4. Cérémonies

Rouge pour l'Est, c'est là que le soleil se lève. Violet pour l'Ouest où il se couche. Jaune pour le Sud, qui éclaire les plantations. Blanc pour le Nord d'où vient le froid. Bleu et vert, le ciel et la terre, au centre. Au dessus, plein d'étoiles et la lune en croissant.

Cérémonie. Tout le monde est assis autour de l'autel Maya et protège les bougies du vent en les entourant des mains. C'est le début d'un atelier de quatre jours avec des participants venus de toute la région, on demande aux esprits de nous donner de l'énergie, de la joie, de nous protéger.

J'écoute. Les mots venus des bouches qui prient sont emprunts d'une douceur et d'une bienveillance surprenantes. Peu de pudeur. Beaucoup de rires. Plus tard, autour de cet autel, ils parleront de souvenirs d'enfance comme de lutte sociale. Je me sentirai petite et un peu étrangère face à leurs engagements pour leur langue indigène, la préservation de leurs terres, le respect de la nature, les droits sociaux... Je trouve parmi ces paysans universitaires une tolérance neuve et des points de vue utopistes qui me plaisent.

L'autel fait de feuilles et de fleurs à même le sol regorge d'offrandes. Maïs blanc, jaune, violet, bananes, graines, ananas... et une photo de Che Guevara. Nous sommes invités à nous servir du met qui nous plait à tout moment, et je croque goûlument dans les grains de cacao dès que l'occasion se présente.

Cérémonie. Pour invoquer. La femme vêtue de grands tissus qui dirige les opérations l'affirme : le tabac aide à se connecter avec les dieux. Alors tous, suivant ses gestes, fumons des cigares énormes. Elle embrasse le sol, jette des bougies dans le feu, nous invite à prendre la parole. La scène est épique et j'ai honte de ce rire intérieur que je réprime d'un hoquet silencieux. Mais le moment est grave, et mon discret humour blasphématoire déchante vite. J'entre dans le jeu. Trois heures autour des crépitements durant lesquelles nous sortons des mots justes, écoutons, laissons nos poids aux flammes, rallumons les cigares aux braises de l'encens. Le ciel brille encore quand le feu s'éteint et que tout le monde s'enlace. Je suis un peu intimidée dans les bras de cette femme corpulente qui a parlé aux dieux, et je me sens bien.

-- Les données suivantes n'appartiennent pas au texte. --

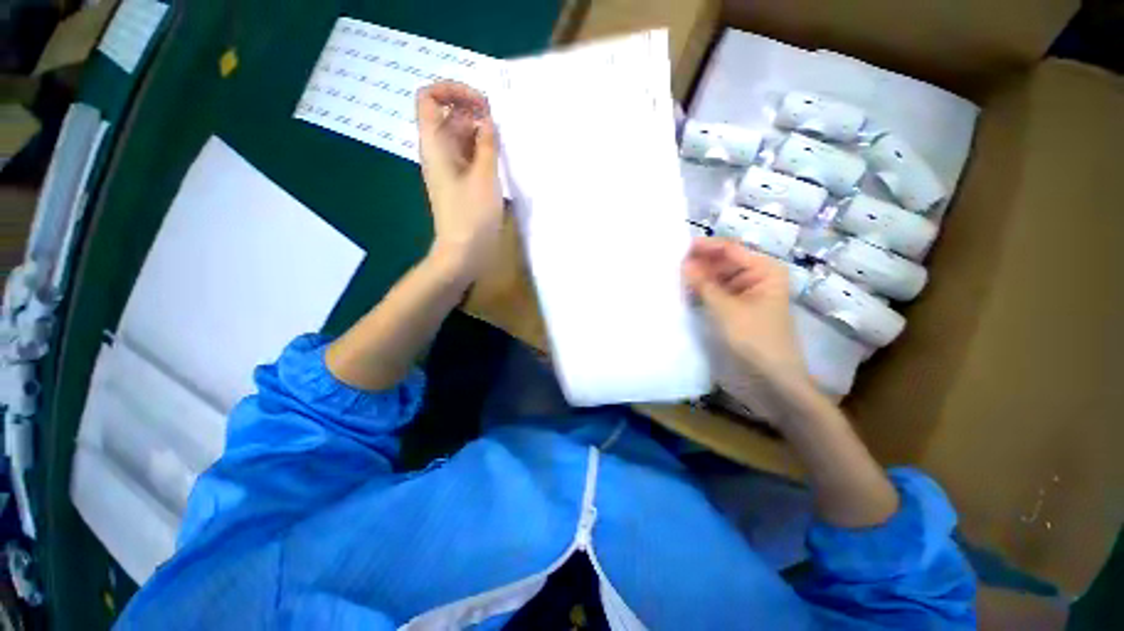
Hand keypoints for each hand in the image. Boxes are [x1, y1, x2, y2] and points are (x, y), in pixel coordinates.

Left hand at [416, 81, 502, 280]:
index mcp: (435, 144)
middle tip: (499, 124)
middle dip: (473, 112)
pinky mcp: (461, 182)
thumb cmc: (472, 215)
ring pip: (462, 136)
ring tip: (503, 142)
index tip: (481, 104)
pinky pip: (470, 155)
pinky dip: (483, 150)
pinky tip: (500, 157)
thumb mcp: (484, 176)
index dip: (453, 91)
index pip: (429, 98)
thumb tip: (487, 120)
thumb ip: (487, 143)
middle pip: (449, 116)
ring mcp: (450, 168)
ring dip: (481, 132)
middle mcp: (439, 151)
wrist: (464, 252)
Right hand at [683, 237, 812, 419]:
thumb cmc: (755, 340)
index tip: (676, 248)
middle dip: (698, 264)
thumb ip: (703, 284)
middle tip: (669, 266)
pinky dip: (701, 294)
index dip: (704, 247)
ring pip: (717, 279)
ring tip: (671, 278)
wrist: (772, 382)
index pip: (729, 249)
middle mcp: (756, 278)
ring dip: (697, 279)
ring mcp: (745, 295)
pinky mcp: (735, 311)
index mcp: (764, 270)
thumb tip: (683, 263)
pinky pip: (715, 295)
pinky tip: (682, 293)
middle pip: (722, 263)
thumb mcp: (726, 309)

Les Parachicos représentent la lutte indigène contre la conquista Espagnole. Déguisés en Européens avec leurs masques blancs et leurs "cheveux blonds", ils dansent au premier rang d'une procession catholique.

Des rites, des danses et des ambiances faites de mélanges et d'opposés. Des orations catholiques en fin de prière Maya. La vie Chiapanèque est une cacophonie géante dont les limites poreuses laissent place à une certaine poésie. Même la fameuse fête des morts ressemble à un oxymore géant, brouaha de fanfares, ivresses sur les dalles, fleurs et déchets. Une femme s'écroule en larmes sur une des tombes pendant qu'un homme complètement saoul dort sur celle d'à côté. Des gens qui passent, des gens qui partent, des rêves de changements.

J'habite dans le théâtre d'un mouvement permanent fait de choses belles, de longs discours, de sauce piquante. J'habite avec les esprits et ceux qui leurs parlent. Du café au petit matin avant les champs. Des chamallows au feu de camp. De la peau de porc en soupe. Du thé à l'ananas et au citron pour la veillée funèbre. Superstitions, plants de betteraves, cercueils et ciels luisants. Le temps file sous les rires tonitruants des cuisinières et le vrombissement des ailes de colibris. Déjà décembre et dans ma tête, un été sans fin.